One set of stories that Crowley seems to enjoy reworking is the Bible,
and in particular the Catholic interpretation of it. "Her Bounty to
the Dead" (1978) is the most substantial of the early stories here,
a shard of family history structured around a priest's heretical thoughts.
"The Nightingale Sings At Night" (1989) is a sweet revisionist fable
of Eden, sitting just this side of sentimentality. In "Novelty" (1983),
a writer who may or may not be Crowley sits in a bar and ponders ideas
for his next novel. He imagines an alternate story of Christianity,
where Christ refused to take up his cross, and instead lived on -- making,
in a sense, a fuller commitment to humanity that way. On one level,
"Novelty" is nothing more than another mood-piece, but charmingly done,
and a wonderful answer to people who ask writers So, where do you get
your ideas? But it also tables some ideas at the heart of Crowley's
work, especially the Ægypt sequence. Here the writer is
explaining to his editor about the alternate religion his novel would
depict. The editor misunderstands it as a kind of pantheism, and the
writer responds:
"No. No. The opposite. In that kind of religion the trees and the
sky and the weather stand for God or some kind of supernatural unity.

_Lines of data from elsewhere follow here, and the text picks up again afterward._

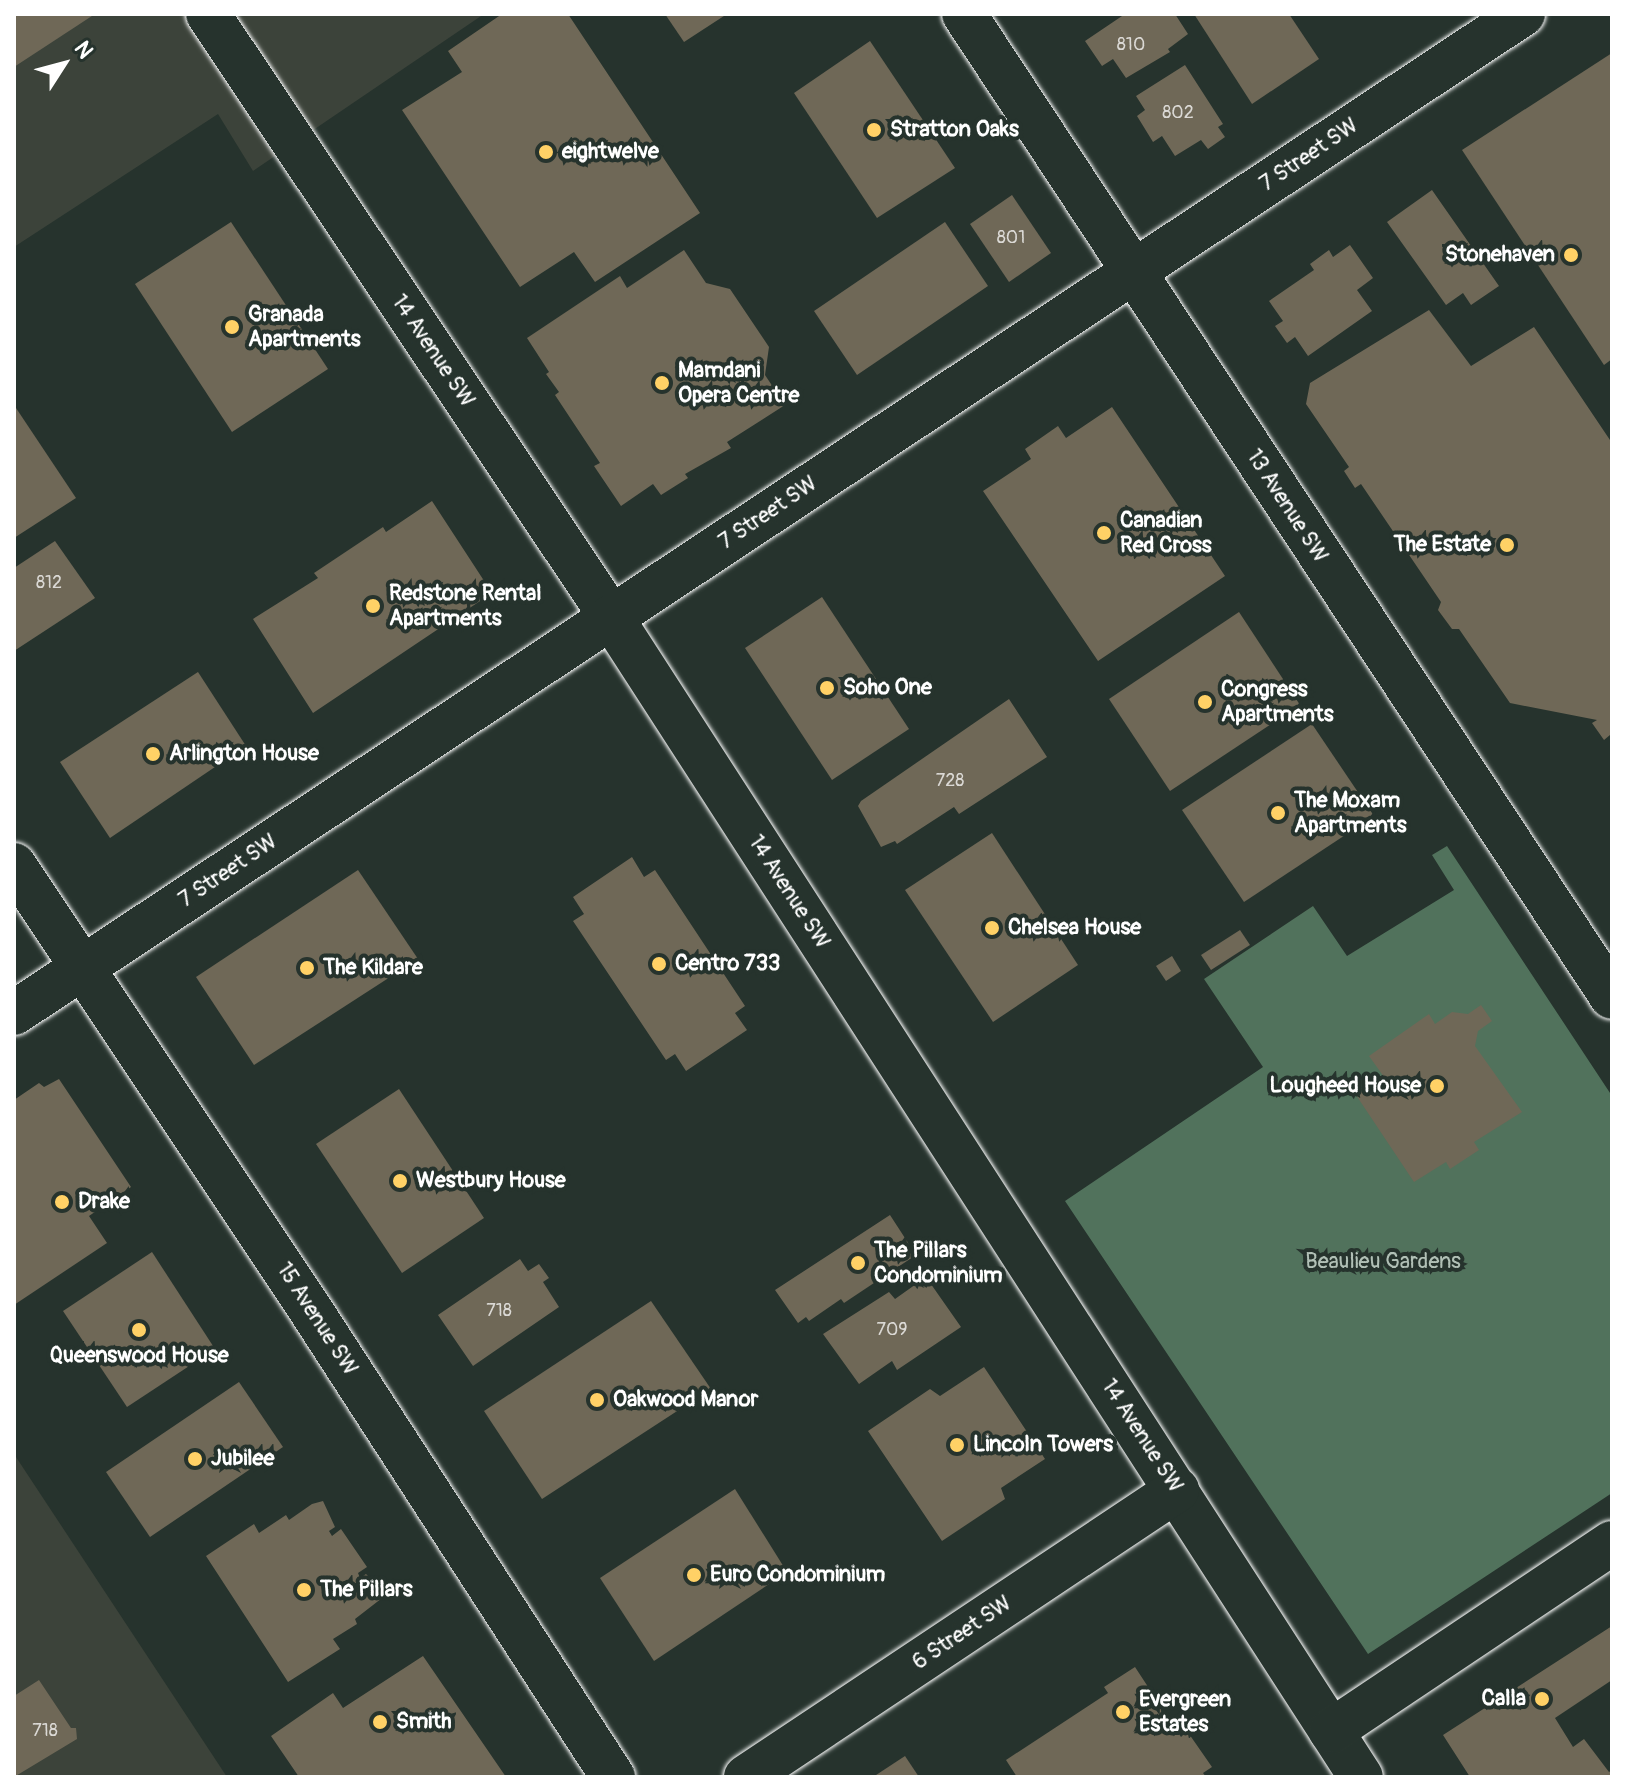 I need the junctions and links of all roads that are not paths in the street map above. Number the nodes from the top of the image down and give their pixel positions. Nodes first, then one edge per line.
1 (208, 14) edge
2 (964, 14) edge
3 (1523, 14) edge
4 (1134, 272) junction
5 (611, 617) junction
6 (14, 865) edge
7 (83, 967) junction
8 (1612, 997) edge
9 (14, 1013) edge
10 (1177, 1490) junction
11 (1612, 1543) edge
12 (1331, 1731) junction
13 (613, 1777) edge
14 (746, 1777) edge
15 (1361, 1777) edge

1 - 5 street, 14 Avenue SW
2 - 4 street, 13 Avenue SW
3 - 4 street, 7 Street SW
4 - 5 street, 7 Street SW
4 - 8 street, 13 Avenue SW
5 - 7 street, 7 Street SW
5 - 10 street, 14 Avenue SW
6 - 7 street, 15 Avenue SW
7 - 9 street, 7 Street SW
7 - 13 street, 15 Avenue SW
10 - 12 street, 14 Avenue SW
10 - 14 street, 6 Street SW
11 - 12 street
12 - 15 street, 14 Avenue SW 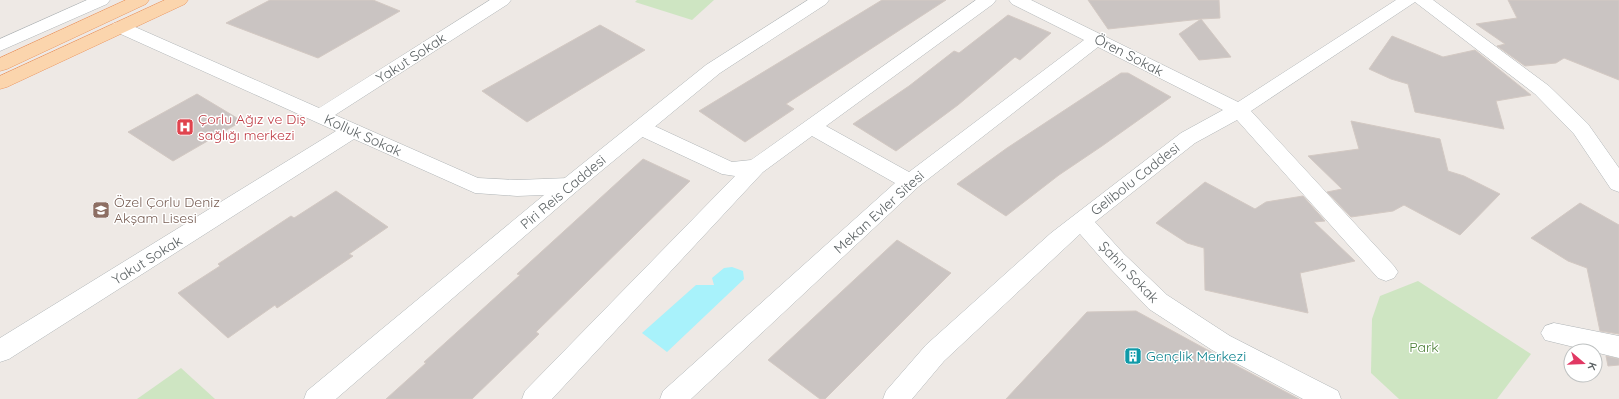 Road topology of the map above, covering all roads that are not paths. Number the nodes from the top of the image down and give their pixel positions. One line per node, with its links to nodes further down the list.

In my religion, God and all the rituals and sacraments would stand
for the real world. The religion would be a means of perceiving the
real world in a sacramental way. A Gnostic ascension. A secret at
the heart of it. And the secret is -- everything. Common reality.
The day outside the church window." (46)
There are also a couple of stories here which are readable as science
fiction. "Snow" (1985) takes on a simple sf notion: the rich pay to
be followed by a tiny wasp-like recording camera, so that after their
deaths their relatives can watch recordings of their loved ones. But
the system has problems: access is random only, and the recordings seem
to degrade as time goes on so that every vista seems filled with snow.
"Gone" (1996) is a somewhat unorthodox alien invasion story, told from
the viewpoint of a fragmenting marriage. "In Blue" (1989) is the most
difficult story in the collection, an sf dystopia founded on a cognitive
revolution so total that explaining it takes up most of the story. The
nearest comparison I know is Ted Chiang's extraordinary "Story of Your
Life" (1998): there, too, the reader's work at understanding the central
mystery becomes a kind of secular epiphany, an attempt to see clearly
and truly the day outside the church window.
So Novelties and Souvenirs is an immensely rewarding book, and
surely the most wide-ranging collection of short fiction to be published
this year. The stories here are ingenious, challenging, and beautifully
written. Crowley says at the end of Little, Big that we know
the world is as it is and not otherwise, that if there was ever a time
when magic worked, it's not now. Each of these stories is a stab at
describing what otherwise might be like.